## Provided data
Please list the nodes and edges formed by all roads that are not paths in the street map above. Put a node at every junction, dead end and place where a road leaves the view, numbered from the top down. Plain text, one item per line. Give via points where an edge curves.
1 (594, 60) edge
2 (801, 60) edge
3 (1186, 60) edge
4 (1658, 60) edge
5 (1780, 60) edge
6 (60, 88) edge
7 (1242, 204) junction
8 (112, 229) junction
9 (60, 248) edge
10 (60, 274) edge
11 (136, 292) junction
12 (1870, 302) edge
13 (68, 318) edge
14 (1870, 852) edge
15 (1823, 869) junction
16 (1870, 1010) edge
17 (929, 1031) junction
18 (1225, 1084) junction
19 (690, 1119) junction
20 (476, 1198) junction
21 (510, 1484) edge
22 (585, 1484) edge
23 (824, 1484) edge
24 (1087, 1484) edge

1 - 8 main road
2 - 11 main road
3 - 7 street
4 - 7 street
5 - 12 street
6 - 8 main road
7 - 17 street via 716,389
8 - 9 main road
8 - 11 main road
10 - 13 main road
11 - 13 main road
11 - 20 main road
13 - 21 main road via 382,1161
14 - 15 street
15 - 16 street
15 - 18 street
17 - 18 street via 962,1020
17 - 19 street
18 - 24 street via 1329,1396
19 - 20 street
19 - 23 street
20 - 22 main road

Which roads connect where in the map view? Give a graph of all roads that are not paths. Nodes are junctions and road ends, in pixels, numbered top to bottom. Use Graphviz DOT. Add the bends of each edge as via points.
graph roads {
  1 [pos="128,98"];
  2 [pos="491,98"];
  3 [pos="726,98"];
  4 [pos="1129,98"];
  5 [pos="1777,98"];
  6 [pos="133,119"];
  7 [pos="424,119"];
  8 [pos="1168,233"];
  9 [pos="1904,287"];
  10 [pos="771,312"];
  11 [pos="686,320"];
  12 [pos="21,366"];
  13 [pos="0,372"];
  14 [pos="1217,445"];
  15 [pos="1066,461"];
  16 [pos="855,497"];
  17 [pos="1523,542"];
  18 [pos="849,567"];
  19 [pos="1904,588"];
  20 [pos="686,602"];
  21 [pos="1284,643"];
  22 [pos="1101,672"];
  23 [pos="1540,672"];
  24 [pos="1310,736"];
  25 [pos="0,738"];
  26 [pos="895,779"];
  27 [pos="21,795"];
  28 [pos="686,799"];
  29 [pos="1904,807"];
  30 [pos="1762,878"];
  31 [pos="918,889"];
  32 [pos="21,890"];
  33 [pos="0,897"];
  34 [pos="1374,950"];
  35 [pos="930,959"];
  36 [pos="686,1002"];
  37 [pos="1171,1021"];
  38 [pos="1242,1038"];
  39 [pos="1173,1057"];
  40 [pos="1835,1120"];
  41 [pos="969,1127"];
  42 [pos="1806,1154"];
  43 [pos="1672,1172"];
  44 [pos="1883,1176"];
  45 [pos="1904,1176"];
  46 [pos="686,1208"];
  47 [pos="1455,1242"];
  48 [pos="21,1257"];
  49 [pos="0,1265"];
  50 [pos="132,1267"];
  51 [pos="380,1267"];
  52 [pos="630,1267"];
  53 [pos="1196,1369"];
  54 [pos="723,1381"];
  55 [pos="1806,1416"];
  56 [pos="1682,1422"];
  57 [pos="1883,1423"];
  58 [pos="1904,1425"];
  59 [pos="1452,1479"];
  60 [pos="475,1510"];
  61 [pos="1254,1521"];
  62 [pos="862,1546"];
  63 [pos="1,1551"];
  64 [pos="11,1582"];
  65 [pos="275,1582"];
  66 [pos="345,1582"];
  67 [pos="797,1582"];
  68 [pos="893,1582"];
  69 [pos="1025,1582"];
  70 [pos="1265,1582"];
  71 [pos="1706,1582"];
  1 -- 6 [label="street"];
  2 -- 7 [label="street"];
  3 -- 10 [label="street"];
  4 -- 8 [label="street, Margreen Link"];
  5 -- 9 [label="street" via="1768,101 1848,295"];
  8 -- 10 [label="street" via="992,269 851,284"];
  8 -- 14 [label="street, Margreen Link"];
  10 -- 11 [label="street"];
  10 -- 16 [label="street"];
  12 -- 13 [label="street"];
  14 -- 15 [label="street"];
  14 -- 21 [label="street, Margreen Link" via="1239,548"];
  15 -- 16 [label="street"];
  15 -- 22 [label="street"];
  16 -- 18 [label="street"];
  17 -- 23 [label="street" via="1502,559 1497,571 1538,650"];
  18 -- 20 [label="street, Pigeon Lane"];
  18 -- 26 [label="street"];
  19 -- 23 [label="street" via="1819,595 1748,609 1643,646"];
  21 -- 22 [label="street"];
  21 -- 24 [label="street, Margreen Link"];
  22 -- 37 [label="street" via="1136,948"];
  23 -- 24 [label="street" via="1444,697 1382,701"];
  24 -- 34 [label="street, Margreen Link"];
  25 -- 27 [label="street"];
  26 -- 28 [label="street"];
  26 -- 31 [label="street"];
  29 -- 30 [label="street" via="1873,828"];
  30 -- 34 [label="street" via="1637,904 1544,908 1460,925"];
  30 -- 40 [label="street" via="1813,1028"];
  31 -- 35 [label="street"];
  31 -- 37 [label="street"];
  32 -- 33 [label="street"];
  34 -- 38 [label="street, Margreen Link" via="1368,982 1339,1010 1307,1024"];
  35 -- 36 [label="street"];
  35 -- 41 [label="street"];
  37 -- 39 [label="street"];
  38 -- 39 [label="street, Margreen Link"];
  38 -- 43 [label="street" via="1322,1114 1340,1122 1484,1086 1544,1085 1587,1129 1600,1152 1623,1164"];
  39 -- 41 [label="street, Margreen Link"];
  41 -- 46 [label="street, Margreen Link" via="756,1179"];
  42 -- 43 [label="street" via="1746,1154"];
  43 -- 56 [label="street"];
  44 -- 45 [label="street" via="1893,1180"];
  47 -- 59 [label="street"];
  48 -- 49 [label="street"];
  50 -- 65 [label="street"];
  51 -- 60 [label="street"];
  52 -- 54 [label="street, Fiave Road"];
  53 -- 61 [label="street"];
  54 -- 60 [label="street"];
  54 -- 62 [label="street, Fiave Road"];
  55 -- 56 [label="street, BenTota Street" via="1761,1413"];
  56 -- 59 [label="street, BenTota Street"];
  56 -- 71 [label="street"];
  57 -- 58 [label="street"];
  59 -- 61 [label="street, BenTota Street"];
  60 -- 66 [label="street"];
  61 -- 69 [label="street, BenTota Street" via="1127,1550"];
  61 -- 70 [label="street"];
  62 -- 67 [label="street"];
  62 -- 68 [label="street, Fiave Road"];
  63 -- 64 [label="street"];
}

## Task instructions
Once you have counted the lines of the data that contain the word "paths", please reply with that number alone.

## Expected answer
2